There were some problems prior to the film’s breaking point. The idea of Reed being discovered at a science fair was pretty weak, the motivation that drove the characters to venture into the parallel dimension was one of profound stupidity and Sue Storm, despite being quite a well-established character, is given little to nothing to do throughout the film. However as soon as the film reaches its bewildering time jump, it completely loses the plot. What follows is a messy sequence of flimsy and apathetic scenes that lead into an incredibly poor third act. The conflict between the heroes and the main villain doesn’t make any sense, the action is underwhelming and tedious and the film practically gallops through the climax without taking the time to build any tension or excitement. If the reshoots were the cause of this haphazard change in quality, it might explain why the actors are suddenly so lacking in life and energy. It’s as if the entire cast and crew gave up on this film halfway through.

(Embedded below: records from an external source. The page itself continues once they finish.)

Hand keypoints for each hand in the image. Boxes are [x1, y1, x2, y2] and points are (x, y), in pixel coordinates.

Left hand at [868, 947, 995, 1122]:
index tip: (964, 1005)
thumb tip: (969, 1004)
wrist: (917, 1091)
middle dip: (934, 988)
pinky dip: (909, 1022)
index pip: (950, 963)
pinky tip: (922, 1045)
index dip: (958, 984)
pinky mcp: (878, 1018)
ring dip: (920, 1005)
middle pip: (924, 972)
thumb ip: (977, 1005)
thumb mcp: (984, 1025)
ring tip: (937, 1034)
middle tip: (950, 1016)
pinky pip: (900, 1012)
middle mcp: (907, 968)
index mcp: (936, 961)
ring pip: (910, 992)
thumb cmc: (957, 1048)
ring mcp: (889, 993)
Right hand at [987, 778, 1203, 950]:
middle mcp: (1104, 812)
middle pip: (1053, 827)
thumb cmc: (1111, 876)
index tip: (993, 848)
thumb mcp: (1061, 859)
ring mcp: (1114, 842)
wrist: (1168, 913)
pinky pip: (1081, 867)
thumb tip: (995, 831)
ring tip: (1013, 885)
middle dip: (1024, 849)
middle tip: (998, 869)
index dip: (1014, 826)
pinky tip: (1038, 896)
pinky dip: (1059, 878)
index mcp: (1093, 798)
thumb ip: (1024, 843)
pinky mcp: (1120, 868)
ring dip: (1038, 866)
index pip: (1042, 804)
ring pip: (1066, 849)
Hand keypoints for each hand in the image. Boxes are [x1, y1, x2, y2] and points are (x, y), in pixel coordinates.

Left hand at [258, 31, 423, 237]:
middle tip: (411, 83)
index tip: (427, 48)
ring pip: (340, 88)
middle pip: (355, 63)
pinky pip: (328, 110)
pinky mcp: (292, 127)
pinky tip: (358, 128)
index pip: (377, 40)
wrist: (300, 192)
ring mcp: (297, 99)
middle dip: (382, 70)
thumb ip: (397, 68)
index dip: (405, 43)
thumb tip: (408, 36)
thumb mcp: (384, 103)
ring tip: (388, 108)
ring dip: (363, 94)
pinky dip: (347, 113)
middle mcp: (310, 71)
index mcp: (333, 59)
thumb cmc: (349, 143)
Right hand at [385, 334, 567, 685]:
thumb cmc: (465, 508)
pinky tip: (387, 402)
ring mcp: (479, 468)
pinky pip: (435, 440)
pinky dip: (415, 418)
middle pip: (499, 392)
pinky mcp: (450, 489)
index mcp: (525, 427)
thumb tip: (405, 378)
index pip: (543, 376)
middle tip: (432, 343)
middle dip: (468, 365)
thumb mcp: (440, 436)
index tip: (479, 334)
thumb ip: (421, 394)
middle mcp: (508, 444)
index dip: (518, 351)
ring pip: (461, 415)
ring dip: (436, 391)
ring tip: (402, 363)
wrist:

All in all Fantastic Four is a poor film with conflicting visions and wasted potential, but I’m still not sure I understand why people are so unforgivingly contemptuous towards it. Maybe it’s because this film took itself more seriously than the previous ones and people were therefore expecting more from it, maybe it’s because the Marvel fatigue is starting to set in with the audience, or maybe there really is something truly terrible about this film that I’m just not seeing. Since I wasn’t a fan of the Fantastic Four in the first place it is possible that I’m simply more forgiving of this film’s missteps than the fans of the comic books are. For what it’s worth I think that Fantastic Four is better than the Tim Story films but I realise that’s not saying much. I don’t think it deserves the backlash it has received but at the end of the day it doesn’t have a lot going for it. It isn’t a film I would urge anyone to see; I’d only urge them not to dismiss it outright.